"Among a large pack of guides-cum-histories released for the Olympics, this should take the gold." —The Independent
Modern Athens is a bustling, overgrown city, continually coming to terms with its illustrious past. Dominated by the Parthenon, the world-famous symbol of classical antiquity, it has been touched by every aspect of Greece’s turbulent history, suffering invasions and occupations, sieges, division and dictatorship, and has grown dramatically into a metropolis of four million people. Mixing old and new, the Greek capital is a treasure house of eastern Orthodox and western culture, rich in the visual arts, architecture and poetry. Michael Llewellyn Smith describes the history and culture of Athens, site of the 2004 Olympic Games and city of monuments enduring, purged and restored. Exploring its streets and squares, he reveals layers of Ancient Greek, Roman and Byzantine history, elegant Bavarian neoclassical buildings, and a modern city of concrete and glass, metro and tram. THE CITY OF VISITORS: treasure hunters and Philhellenes; Byron and Chateaubriand; Thackeray and Twain; Freud, Virginia Woolf and Winston Churchill.
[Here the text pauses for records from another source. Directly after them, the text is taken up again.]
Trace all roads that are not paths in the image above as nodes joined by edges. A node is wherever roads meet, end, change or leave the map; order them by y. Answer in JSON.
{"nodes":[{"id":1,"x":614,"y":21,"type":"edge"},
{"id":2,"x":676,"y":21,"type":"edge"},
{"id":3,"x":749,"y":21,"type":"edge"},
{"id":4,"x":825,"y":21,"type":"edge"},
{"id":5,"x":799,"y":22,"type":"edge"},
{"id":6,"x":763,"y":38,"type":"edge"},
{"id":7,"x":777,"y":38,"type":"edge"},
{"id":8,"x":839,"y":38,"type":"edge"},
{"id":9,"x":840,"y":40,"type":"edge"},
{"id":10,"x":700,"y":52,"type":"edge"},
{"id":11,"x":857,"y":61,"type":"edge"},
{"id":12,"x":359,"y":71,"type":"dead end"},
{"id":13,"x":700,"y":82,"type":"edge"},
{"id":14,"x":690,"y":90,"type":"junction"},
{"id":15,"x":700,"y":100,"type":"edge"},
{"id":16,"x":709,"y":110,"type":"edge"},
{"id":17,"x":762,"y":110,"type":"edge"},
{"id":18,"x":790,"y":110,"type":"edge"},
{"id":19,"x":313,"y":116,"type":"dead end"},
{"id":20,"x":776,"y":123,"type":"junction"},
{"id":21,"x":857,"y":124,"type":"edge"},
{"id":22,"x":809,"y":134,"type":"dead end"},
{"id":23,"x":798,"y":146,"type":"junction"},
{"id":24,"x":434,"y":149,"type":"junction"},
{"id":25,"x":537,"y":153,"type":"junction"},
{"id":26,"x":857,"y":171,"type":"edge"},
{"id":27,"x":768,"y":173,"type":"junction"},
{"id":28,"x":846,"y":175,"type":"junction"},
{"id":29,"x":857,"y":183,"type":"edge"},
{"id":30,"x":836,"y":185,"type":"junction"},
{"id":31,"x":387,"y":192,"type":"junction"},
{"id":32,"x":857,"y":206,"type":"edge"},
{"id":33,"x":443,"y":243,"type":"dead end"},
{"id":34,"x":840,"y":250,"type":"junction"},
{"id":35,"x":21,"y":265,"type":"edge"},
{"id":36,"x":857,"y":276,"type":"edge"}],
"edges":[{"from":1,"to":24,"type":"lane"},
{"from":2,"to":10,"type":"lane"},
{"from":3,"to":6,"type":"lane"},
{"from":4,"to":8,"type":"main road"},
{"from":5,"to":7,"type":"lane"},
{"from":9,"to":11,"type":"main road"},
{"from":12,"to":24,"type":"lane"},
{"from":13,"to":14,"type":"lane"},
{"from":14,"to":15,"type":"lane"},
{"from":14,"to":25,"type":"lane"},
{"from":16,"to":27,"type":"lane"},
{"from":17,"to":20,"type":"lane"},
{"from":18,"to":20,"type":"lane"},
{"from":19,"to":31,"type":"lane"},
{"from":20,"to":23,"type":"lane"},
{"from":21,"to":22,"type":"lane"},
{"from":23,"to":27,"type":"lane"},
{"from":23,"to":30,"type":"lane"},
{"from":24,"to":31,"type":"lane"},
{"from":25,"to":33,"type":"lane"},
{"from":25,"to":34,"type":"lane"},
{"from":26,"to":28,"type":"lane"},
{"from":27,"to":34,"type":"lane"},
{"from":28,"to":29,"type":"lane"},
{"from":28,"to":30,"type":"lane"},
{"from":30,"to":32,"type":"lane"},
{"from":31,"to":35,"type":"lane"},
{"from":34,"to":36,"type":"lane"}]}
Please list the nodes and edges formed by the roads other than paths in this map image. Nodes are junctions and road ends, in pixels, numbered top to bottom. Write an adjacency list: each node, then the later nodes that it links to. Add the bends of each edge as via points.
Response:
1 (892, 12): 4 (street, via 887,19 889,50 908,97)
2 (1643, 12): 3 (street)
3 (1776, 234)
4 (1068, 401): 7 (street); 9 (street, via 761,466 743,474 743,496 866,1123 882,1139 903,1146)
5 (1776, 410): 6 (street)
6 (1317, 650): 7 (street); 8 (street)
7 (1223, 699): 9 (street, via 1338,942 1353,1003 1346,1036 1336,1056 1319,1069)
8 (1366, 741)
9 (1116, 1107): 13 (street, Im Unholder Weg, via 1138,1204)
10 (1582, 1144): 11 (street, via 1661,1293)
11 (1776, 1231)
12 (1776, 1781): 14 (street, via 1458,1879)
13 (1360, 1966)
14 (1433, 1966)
THE CITY OF OLYMPIANS: host of the first modern Games of 1896 and the Olympiad of 2004; the revival of the Olympic idea. THE CITY OF ATHENIANS: classical soldiers and thinkers; poets, politicians and princess; migrants and refugees from greece and beyonds.
MICHAEL LLEWELLYN SMITH is a historian who has lived and worked in Athens for more than ten years as a student, teacher and diplomat. He was British Ambassador to Athens between 1996 and 1999.